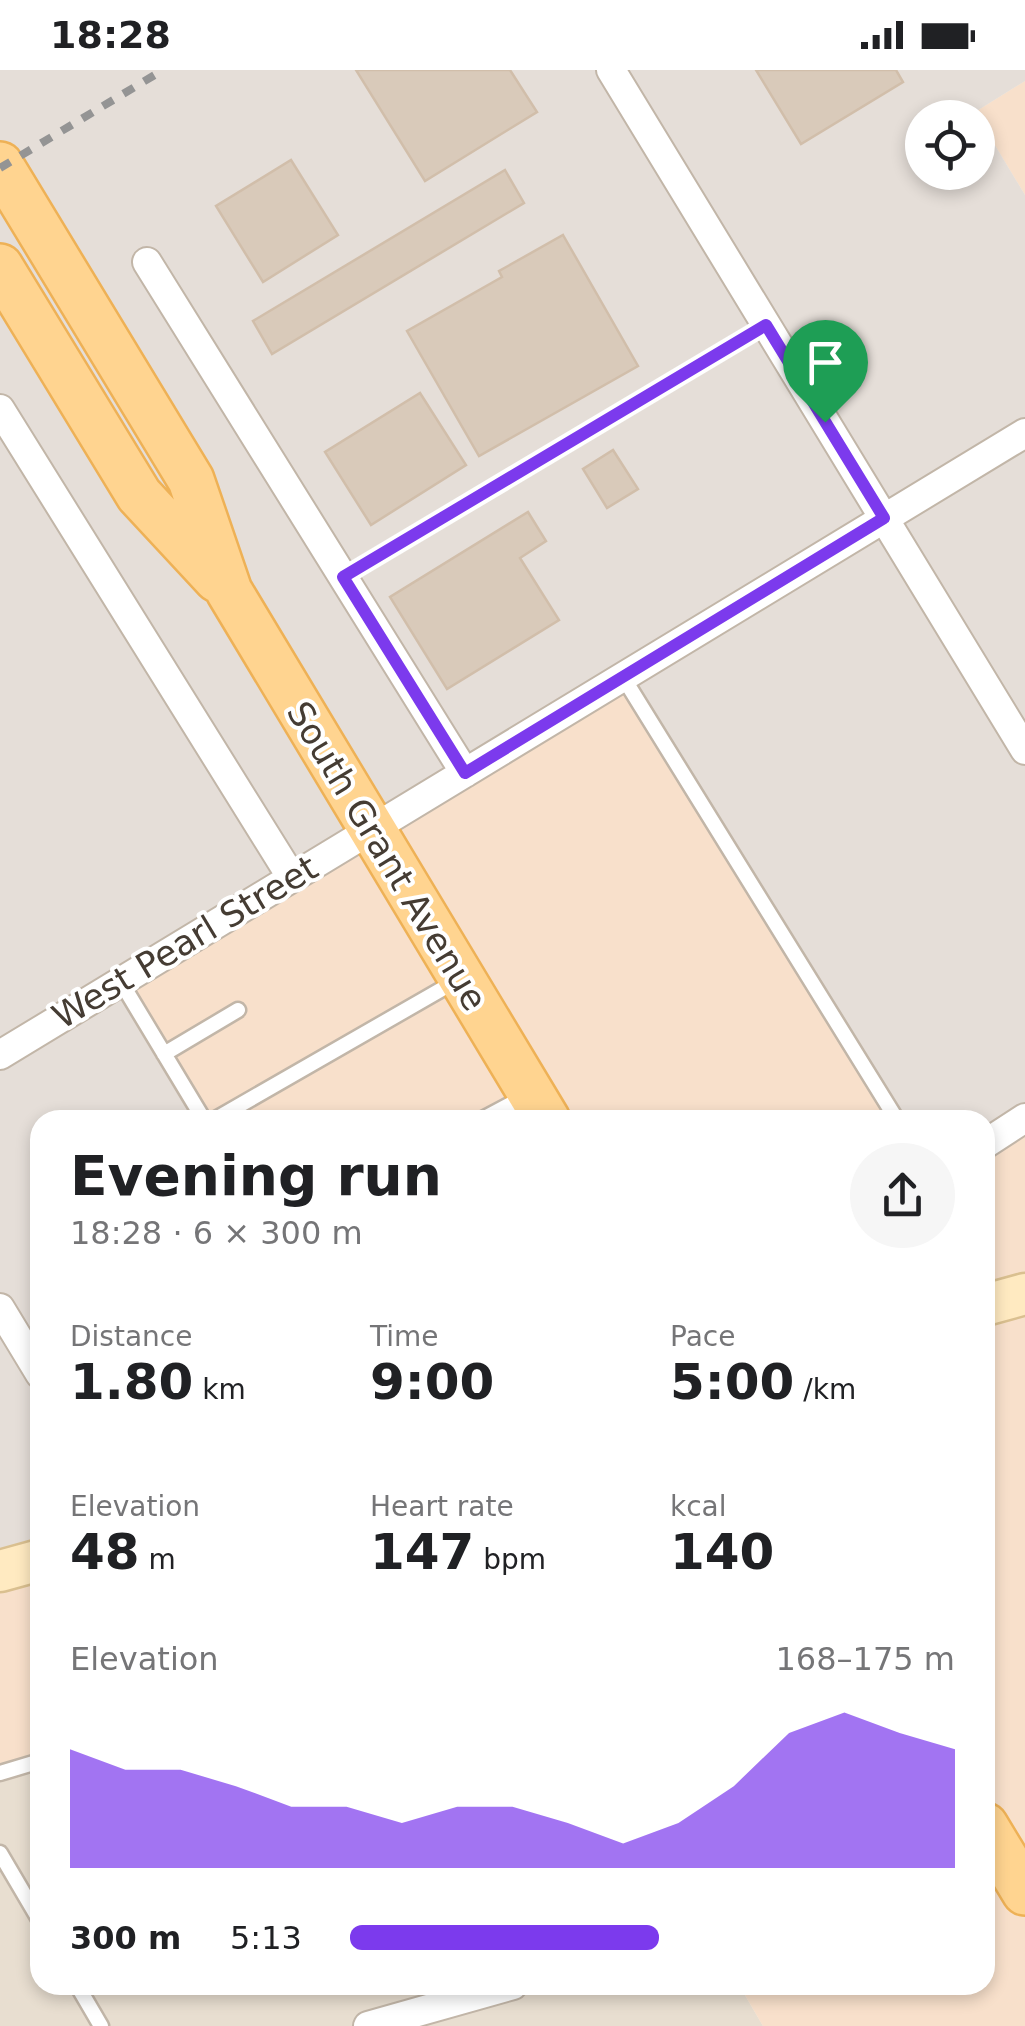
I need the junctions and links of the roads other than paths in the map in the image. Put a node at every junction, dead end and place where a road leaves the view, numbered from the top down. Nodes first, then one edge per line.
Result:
1 (612, 70) edge
2 (0, 165) edge
3 (147, 262) dead end
4 (0, 267) edge
5 (766, 325) junction
6 (0, 409) edge
7 (1025, 433) edge
8 (884, 518) junction
9 (343, 577) junction
10 (229, 591) junction
11 (623, 677) junction
12 (1025, 750) edge
13 (465, 773) junction
14 (370, 830) junction
15 (292, 878) junction
16 (460, 978) junction
17 (121, 982) junction
18 (238, 1010) dead end
19 (164, 1054) junction
20 (0, 1055) edge
21 (539, 1107) edge
22 (198, 1110) edge
23 (231, 1110) edge
24 (891, 1110) edge
25 (1025, 1118) edge
26 (995, 1138) edge
27 (1025, 1294) edge
28 (995, 1303) edge
29 (0, 1308) edge
30 (30, 1358) edge
31 (30, 1563) edge
32 (0, 1571) edge
33 (30, 1763) edge
34 (0, 1773) edge
35 (998, 1840) edge
36 (0, 1853) edge
37 (1025, 1892) edge
38 (30, 1905) edge
39 (83, 1995) edge
40 (418, 1995) edge
41 (488, 1995) edge
42 (432, 2018) edge
43 (102, 2026) edge
44 (368, 2026) edge

1 - 5 street
2 - 10 main road, South Grant Avenue
3 - 9 street
4 - 10 main road, South Grant Avenue
5 - 8 street
5 - 9 lane
6 - 15 street
7 - 8 street, West Pearl Street
8 - 11 street, West Pearl Street
8 - 12 street
9 - 13 street
10 - 14 main road, South Grant Avenue
11 - 13 street, West Pearl Street
11 - 24 lane
13 - 14 street, West Pearl Street
14 - 15 street, West Pearl Street
14 - 16 main road, South Grant Avenue
15 - 17 street, West Pearl Street
16 - 21 main road, South Grant Avenue
16 - 23 lane
17 - 19 lane
17 - 20 street, West Pearl Street
18 - 19 lane
19 - 22 lane
25 - 26 street
27 - 28 street
29 - 30 street
31 - 32 street
33 - 34 lane
35 - 37 main road
36 - 38 lane
39 - 43 lane
40 - 42 street
41 - 42 street
42 - 44 street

**Goal of the exercise:** What is needed is the number of lines in the data that contain "Pearl", given with nothing else.

**Written solution:** 7